Bill English is absentmindedly rolling and unrolling a $20 note, back and forth, back and forth, as we talk in his Beehive office. By the end of the interview the once crisp, flat note is a tight little tube like a cigarette.
So what’s the $20 for? English looks at the green cylinder in his hand and grins.
“This is the last $20 from the Budget round. There’s 20 bucks left. And $15 million worth of bids [from ministers]. I kept it in my pocket so they couldn’t get it,” says English, and roars with laughter.
He pauses. He puts his hand in his trouser pocket.
“Actually that’s not true, I’ve also got another $10,” he says, pulling out another tightly rolled note.
English isn’t known for clowning. Ever since National has taken office, English has been playing dour, straight guy to more ebullient and sunny Prime Minister John Key. The relationship has under-currents of tension. At times, English acts as if he’s competing for authority with Key – the Prime Minister floats ideas in public, the Finance Minister shoots them down.
This week the odd political couple have their first major political test: delivering one of the most important Budgets in 25 years.

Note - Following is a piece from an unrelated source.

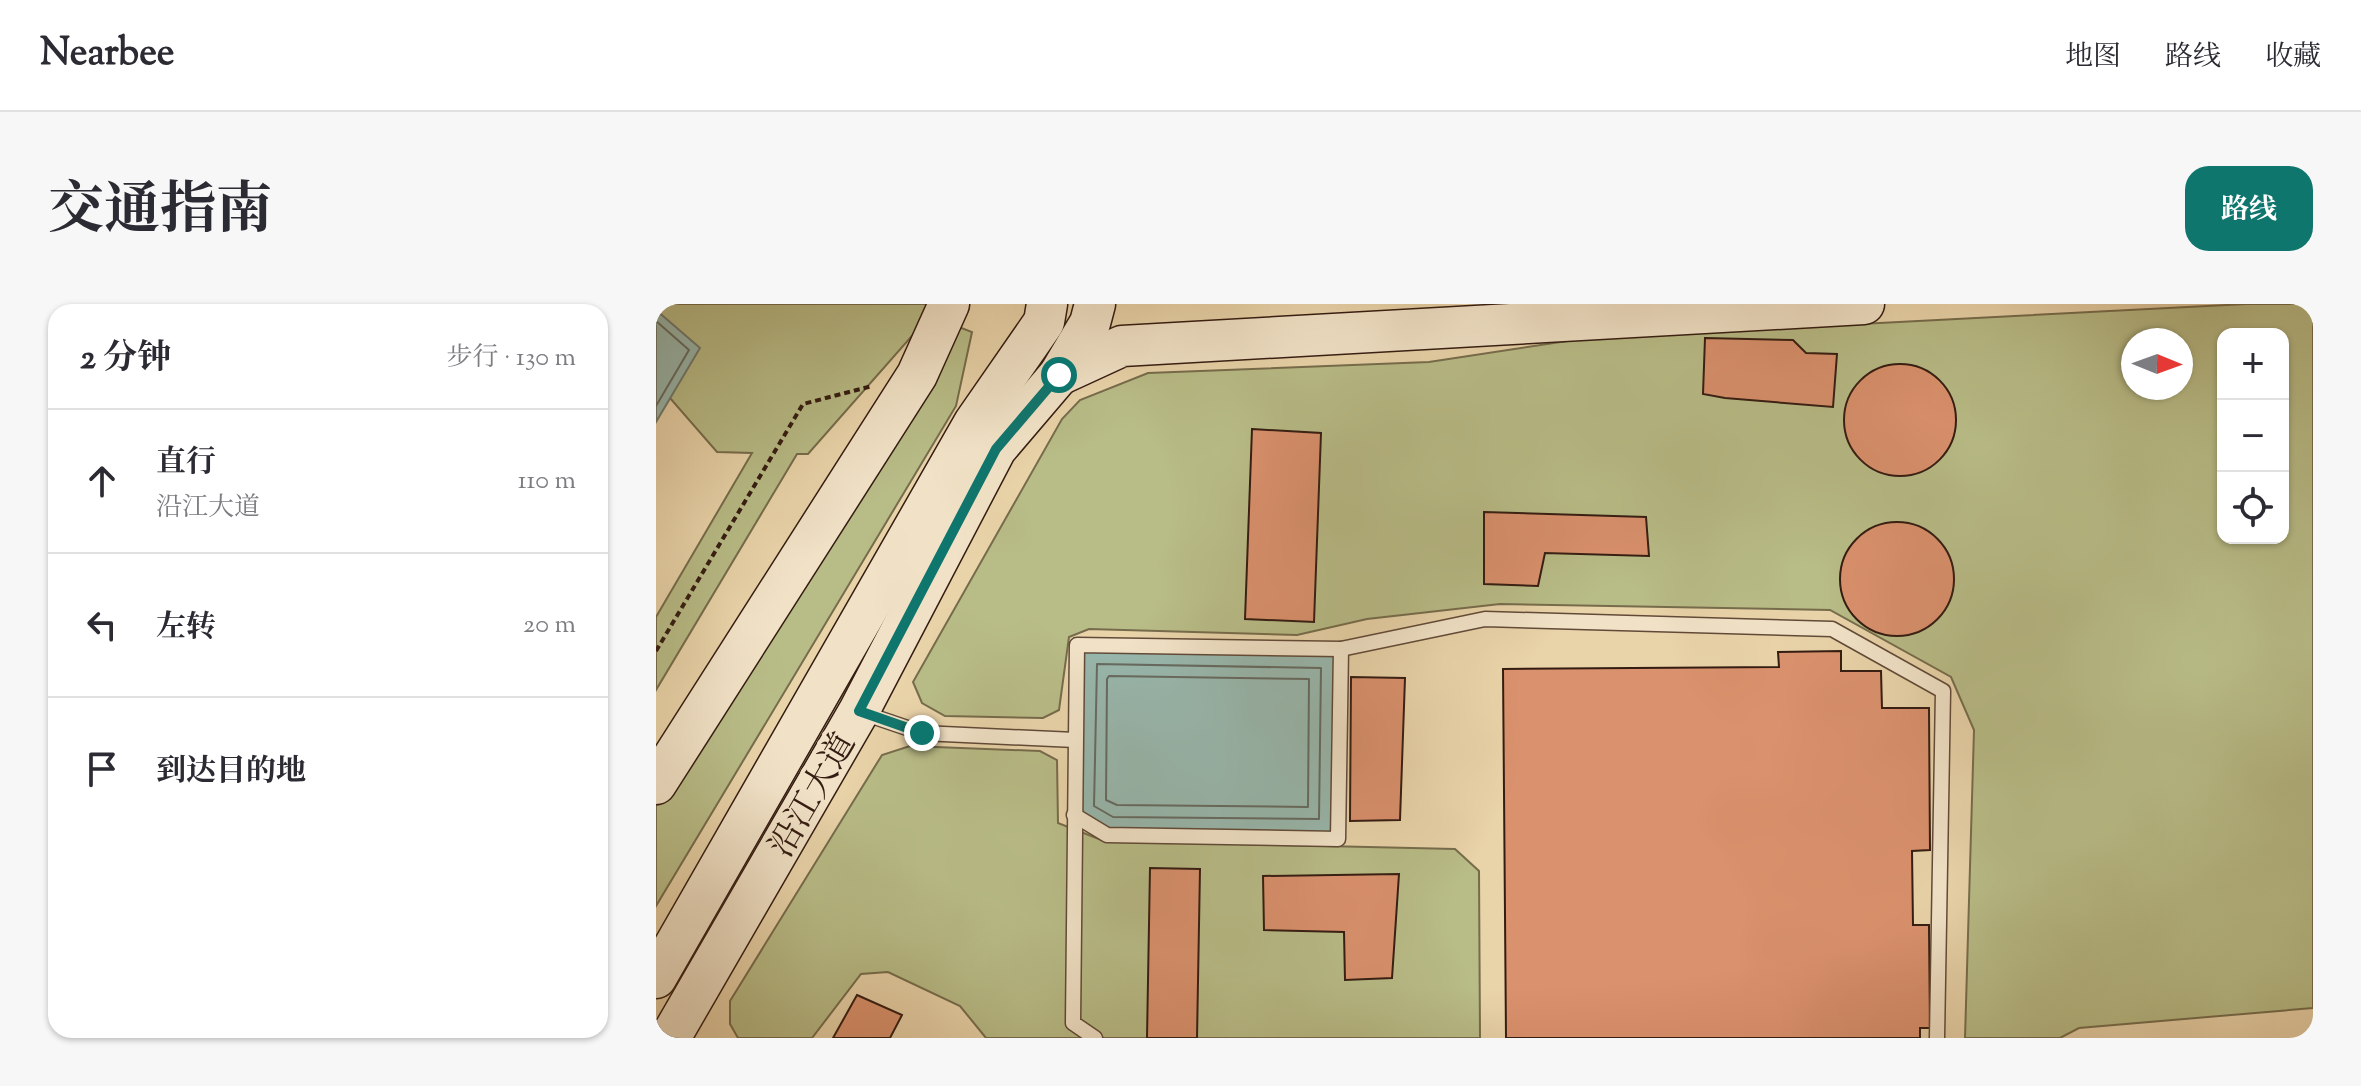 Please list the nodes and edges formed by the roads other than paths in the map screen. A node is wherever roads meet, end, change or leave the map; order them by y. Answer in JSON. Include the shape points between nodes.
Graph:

After months of fluffing around with Band-Aids such as cycle tracks and nine-day fortnights, the Government must explain how it plans to steer the country through the shockwaves of the global financial crisis.
The Budget will marry Bill English’s sober economic home truths with John Key’s aspirational reach-for-the-skies claims that this recession could be a springboard for New Zealand to leap ahead of some of its rivals.
Although Key is keen to emphasise his caring, centrist credentials by promising to protect the social safety net, the Budget will reveal how far National is prepared to go in hacking back other government programmes.
The refrain from Bill English is the country’s books are in a mess, and spending needs to be reined in to avoid debt spiralling out of control.
And the numbers are nasty – by March, the deficit was running at $7.7 billion, $11 billion more than forecast as recently as October. The recession has punched a giant hole in government revenue, with the tax take down $2 billion in just nine months. And Labour’s legacy was a forecast for core Crown spending to rise 20% by 2013, from $63 billion to $76 billion.
First up, English says he has no further fiscal stimulus package up his sleeve to kick-start the economy. The Aussies may have just announced a spendup in their latest Budget, but we won’t be doing it here.
“The fiscal stimulus, as much as we can afford it, is in place. If you think about it, there’s been two rounds of tax cuts, there’s a significant infrastructure investment programme, and then there’s been a big drop in interest rates.
“The effect of that will roll on through the next couple of years, so it’ll help, but that’s all in place.”
The argument National has been running – and one Labour says it doesn’t buy – is that government debt is projected to be too high for a major financial stimulus package. Instead, gradually bringing debt down is the main focus of the Budget. Crown debt, which was a very healthy 17% of GDP at the time of the election, is forecast to rise with great speed to 45% of GDP in just four years’ time.
The debt story has two dimensions. By international standards New Zealand’s government debt is still low. But the economy as a whole is among the most indebted in the developed world. New Zealand has an exceptionally high current account deficit (at 8.9% of GDP) and net foreign indebtedness (93% of GDP). The housing boom fuelled that foreign indebtedness explosion.
Labour’s low government debt kept lender concerns at bay. But now, with government debt rising, New Zealand has caught the eye of international agencies, which are threatening to downgrade the country’s credit rating.
Ganesh Nana, chief economist for consultancy firm Berl, thinks the Government should tell the credit raters to get lost. “We want a Budget for New Zealand, not a Budget for the credit-rating agencies,” says Nana, pointing out these are the same agencies that gave AAA ratings to toxic housing securities.
“I would have thought their credibility is a little threadbare at the moment. I don’t see why we should follow their calls.”
Nana thinks Key, with his financial market nous, should be able to convince rating agencies the Government still has room to move. He says it’s crucial to lift the country’s dismal productivity by investing more heavily in infrastructure and skills training, as the Australian Government has done in its Budget.
The Government view, however, is that Crown debt needs to come down promptly as a buffer against any more unexpected international shocks. But bizarrely, in its recent announcement of a tax taskforce, the Government also said its target for the top personal tax rate has shifted from 33c to 30c – this is likely to mean less revenue in the future, adding to the widening deficit. English says the tax-rate change is a result of the coalition deal with United Future and Act.
The grim news from English is that the financial mess New Zealand is in will take many, many years to resolve. He talks of 10-15 years of adjustment ahead.